“Unfortunately, the healthcare sector is uniquely vulnerable to cyberattacks and the transition to better cybersecurity has been painfully slow and inadequate. The federal government and the health sector must find a balanced approach to meet the dire threats, as partners with shared responsibilities.” 

These were a few of the words spoken by Senate Select Committee on Intelligence Chairman, Mark R. Warner, when announcing ‘Cybersecurity is Patient Safety’ a policy options paper, which outlines current cybersecurity threats facing healthcare providers. The policy paper, which was published in November 2022, also opens discussions on a series of policy solutions to improve cybersecurity across the industry.   

The document details how cyberattack in the healthcare sector have risen exponentially over the past ten years, with attacks on providers reaching an all-time high in 2021.  

“Over the past decade, the American public has witnessed increasingly brazen and disruptive attacks on its health care sector that jeopardize sensitive personal information, delay treatment, and ultimately lead to increased suffering and death.
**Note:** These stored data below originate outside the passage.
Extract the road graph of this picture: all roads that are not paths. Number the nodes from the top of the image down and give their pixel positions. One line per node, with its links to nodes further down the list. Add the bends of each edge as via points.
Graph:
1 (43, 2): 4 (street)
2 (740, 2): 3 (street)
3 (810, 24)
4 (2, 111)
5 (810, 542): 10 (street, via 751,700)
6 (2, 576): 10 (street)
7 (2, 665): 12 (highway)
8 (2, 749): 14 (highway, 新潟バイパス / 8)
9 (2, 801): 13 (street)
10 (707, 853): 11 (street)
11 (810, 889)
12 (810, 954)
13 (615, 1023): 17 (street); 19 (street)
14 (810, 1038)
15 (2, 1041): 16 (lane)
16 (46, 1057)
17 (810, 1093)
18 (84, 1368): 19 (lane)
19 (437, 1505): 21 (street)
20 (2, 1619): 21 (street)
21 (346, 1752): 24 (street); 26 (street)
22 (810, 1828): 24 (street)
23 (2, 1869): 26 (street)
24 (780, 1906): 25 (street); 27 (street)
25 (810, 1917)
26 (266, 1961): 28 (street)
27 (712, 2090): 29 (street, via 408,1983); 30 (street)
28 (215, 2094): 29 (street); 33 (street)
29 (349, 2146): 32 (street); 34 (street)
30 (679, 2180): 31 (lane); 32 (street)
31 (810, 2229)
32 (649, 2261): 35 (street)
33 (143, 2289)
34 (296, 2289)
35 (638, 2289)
In 2021, cybersecurity attacks on health care providers reached an all-time high, with one study indicating that more than 45 million people were affected by such attacks in 2021 – a 32% increase over 2020.” 

Senator Warner has a history of crafting legislation that addresses the cybersecurity challenges facing the United States. In 2017, he co-authored the Internet of Things (IoT) Cybersecurity Improvement Act which was signed into law in December 2020. He also co-authored legislation that requires companies responsible for U.S. critical infrastructure to report cybersecurity incidents to the government. Again, this legislation was signed into law by President Joe Biden in March 2022 as part of the Consolidated Appropriations Act. 

Recently, Senator Warner and his staff engaged with numerous security researchers, business leaders, advocacy groups, and trade associations to gather input on the cybersecurity challenges facing the healthcare sector and potential solutions to these issues. This is what led to the document published in November 2020 – ‘Cybersecurity is Patient Safety’. 

Cybersecurity is Patient Safety 

The whitepaper, which argues that improving cybersecurity in the healthcare sector will require collaboration from both the public and private sectors, is divided into three parts.  

                  1. Chapter one covers areas that the federal government needs to address to improve our national risk posture when it comes to cybersecurity in the health care sector. 
                  2. Chapter two covers ways that the federal government can help the private sector meet this threat through a combination of potential mandates and voluntary incentives to adopt best practices. 
                  3. Chapter three covers policies that could help health care providers respond to attacks in the event of a cybersecurity failure.  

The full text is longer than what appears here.